[Stored data entries]

BEGIN

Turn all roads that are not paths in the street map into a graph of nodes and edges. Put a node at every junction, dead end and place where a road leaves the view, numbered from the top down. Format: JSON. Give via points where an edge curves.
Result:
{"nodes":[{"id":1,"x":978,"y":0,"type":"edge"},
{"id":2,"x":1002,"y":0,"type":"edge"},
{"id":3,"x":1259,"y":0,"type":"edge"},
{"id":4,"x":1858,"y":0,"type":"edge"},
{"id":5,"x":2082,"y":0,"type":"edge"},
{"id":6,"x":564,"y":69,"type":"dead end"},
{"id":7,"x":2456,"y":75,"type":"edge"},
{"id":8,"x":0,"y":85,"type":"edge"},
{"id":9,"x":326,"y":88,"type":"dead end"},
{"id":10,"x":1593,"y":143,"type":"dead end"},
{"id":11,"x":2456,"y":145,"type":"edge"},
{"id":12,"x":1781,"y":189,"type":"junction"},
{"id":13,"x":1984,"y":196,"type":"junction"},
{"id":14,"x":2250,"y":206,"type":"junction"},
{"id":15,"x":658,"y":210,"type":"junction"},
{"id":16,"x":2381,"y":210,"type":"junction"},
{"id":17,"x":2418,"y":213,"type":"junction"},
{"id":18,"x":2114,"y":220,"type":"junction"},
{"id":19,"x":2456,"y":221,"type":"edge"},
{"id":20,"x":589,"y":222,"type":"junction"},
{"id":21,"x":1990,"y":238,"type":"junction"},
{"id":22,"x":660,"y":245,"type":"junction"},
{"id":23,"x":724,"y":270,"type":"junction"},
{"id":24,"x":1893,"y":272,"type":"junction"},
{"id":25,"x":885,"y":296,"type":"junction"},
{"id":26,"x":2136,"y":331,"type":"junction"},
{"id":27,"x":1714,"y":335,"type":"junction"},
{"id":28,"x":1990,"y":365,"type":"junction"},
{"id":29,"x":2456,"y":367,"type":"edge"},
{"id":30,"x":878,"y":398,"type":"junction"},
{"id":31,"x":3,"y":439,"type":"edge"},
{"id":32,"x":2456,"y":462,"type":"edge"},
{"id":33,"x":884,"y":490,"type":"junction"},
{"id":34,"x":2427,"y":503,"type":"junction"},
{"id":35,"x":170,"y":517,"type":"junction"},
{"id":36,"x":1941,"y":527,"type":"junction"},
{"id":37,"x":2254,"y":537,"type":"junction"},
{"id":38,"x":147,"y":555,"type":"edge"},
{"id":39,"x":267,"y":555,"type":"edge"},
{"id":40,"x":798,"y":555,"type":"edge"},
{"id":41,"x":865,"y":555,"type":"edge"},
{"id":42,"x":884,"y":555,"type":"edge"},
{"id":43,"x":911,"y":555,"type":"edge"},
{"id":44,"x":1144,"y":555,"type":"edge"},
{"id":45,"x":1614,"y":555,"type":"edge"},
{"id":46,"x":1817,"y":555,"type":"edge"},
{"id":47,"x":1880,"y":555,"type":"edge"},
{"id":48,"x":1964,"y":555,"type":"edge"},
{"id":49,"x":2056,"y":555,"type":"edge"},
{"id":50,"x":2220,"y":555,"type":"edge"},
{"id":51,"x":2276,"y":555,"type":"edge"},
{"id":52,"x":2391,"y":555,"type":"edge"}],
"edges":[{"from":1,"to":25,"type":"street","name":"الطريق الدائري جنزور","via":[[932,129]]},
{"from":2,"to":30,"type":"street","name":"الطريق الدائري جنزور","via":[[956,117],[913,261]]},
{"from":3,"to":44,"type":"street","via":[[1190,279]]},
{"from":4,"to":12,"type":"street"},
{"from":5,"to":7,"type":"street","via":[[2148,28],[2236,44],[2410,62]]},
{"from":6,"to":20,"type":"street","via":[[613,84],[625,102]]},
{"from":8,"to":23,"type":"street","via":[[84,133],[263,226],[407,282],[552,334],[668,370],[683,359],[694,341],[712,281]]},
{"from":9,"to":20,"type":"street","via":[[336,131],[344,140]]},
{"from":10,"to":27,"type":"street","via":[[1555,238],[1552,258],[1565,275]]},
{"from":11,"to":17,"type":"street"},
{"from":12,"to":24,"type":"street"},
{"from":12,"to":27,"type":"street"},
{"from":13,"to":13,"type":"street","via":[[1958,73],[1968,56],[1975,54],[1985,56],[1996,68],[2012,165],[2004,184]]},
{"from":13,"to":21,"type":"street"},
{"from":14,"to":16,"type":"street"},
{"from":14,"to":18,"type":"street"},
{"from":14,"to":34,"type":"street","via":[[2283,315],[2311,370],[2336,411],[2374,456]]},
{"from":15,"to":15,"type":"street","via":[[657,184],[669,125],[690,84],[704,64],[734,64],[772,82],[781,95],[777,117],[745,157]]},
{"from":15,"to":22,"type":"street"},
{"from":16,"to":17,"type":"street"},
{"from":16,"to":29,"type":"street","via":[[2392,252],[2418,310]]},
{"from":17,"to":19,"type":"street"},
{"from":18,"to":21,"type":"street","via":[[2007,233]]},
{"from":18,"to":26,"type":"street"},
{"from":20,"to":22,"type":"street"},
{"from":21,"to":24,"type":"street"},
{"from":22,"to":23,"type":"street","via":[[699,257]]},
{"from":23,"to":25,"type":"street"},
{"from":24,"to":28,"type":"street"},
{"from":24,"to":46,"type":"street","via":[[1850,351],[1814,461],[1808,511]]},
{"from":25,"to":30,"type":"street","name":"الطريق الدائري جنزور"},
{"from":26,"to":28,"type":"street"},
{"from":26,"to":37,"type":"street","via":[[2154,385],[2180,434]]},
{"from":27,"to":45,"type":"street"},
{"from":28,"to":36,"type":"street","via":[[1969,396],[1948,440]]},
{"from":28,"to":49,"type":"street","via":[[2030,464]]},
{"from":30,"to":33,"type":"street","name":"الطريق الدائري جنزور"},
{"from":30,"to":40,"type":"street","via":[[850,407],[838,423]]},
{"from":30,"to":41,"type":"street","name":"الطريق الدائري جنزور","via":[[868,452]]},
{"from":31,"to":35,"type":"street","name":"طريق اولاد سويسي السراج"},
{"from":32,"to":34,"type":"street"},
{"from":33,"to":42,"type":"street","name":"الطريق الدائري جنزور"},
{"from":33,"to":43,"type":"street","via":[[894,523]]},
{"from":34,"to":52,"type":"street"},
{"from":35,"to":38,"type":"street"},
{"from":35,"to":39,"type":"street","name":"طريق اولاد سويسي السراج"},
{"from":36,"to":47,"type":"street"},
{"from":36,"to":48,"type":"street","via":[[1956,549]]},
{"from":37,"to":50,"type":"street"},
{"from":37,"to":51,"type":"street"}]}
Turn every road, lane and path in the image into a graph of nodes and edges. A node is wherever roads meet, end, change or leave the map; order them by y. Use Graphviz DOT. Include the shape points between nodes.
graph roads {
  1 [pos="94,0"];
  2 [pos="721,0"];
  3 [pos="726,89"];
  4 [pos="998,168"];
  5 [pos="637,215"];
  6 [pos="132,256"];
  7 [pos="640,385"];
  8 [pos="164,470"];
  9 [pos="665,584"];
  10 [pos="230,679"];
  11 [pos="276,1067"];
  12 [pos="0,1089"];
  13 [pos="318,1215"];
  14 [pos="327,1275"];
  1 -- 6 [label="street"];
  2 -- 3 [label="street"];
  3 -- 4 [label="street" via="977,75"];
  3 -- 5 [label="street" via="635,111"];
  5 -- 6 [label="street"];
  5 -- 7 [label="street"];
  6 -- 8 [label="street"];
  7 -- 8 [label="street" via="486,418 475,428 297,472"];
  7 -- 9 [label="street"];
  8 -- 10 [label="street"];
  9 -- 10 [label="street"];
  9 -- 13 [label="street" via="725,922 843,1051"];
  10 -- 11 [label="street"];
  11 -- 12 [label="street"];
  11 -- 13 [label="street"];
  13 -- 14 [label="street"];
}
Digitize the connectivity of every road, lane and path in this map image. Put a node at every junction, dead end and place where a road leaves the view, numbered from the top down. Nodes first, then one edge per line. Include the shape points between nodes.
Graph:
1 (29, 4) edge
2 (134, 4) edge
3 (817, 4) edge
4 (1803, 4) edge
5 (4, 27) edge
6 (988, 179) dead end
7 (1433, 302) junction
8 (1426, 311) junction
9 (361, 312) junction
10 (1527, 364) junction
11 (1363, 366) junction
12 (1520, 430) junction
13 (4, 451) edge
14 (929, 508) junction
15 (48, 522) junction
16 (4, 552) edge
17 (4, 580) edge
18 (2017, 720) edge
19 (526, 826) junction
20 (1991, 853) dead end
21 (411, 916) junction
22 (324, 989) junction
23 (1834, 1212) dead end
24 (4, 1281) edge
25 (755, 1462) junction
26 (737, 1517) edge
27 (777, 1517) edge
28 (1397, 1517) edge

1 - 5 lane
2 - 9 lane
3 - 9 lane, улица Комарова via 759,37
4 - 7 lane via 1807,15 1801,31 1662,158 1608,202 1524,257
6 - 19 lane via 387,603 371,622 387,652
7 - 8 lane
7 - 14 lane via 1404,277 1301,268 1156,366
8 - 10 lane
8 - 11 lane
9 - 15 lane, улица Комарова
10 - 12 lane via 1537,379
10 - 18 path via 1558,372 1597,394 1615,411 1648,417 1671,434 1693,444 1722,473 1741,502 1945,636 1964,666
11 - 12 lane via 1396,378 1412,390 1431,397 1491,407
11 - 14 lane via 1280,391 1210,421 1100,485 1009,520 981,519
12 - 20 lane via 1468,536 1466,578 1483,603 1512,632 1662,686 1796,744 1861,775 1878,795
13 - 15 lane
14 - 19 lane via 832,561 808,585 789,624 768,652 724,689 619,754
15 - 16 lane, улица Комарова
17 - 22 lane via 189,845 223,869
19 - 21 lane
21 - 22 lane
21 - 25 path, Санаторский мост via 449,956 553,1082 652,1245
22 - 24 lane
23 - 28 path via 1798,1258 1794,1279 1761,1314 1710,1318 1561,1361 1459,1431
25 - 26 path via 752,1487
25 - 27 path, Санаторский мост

END

◆ **Task requirements**
The answer must be every line of the records that contains the word "down".

◆ **Finished task**
Turn all roads that are not paths in the street map into a graph of nodes and edges. Put a node at every junction, dead end and place where a road leaves the view, numbered from the top down. Format: JSON. Give via points where an edge curves.
Digitize the connectivity of every road, lane and path in this map image. Put a node at every junction, dead end and place where a road leaves the view, numbered from the top down. Nodes first, then one edge per line. Include the shape points between nodes.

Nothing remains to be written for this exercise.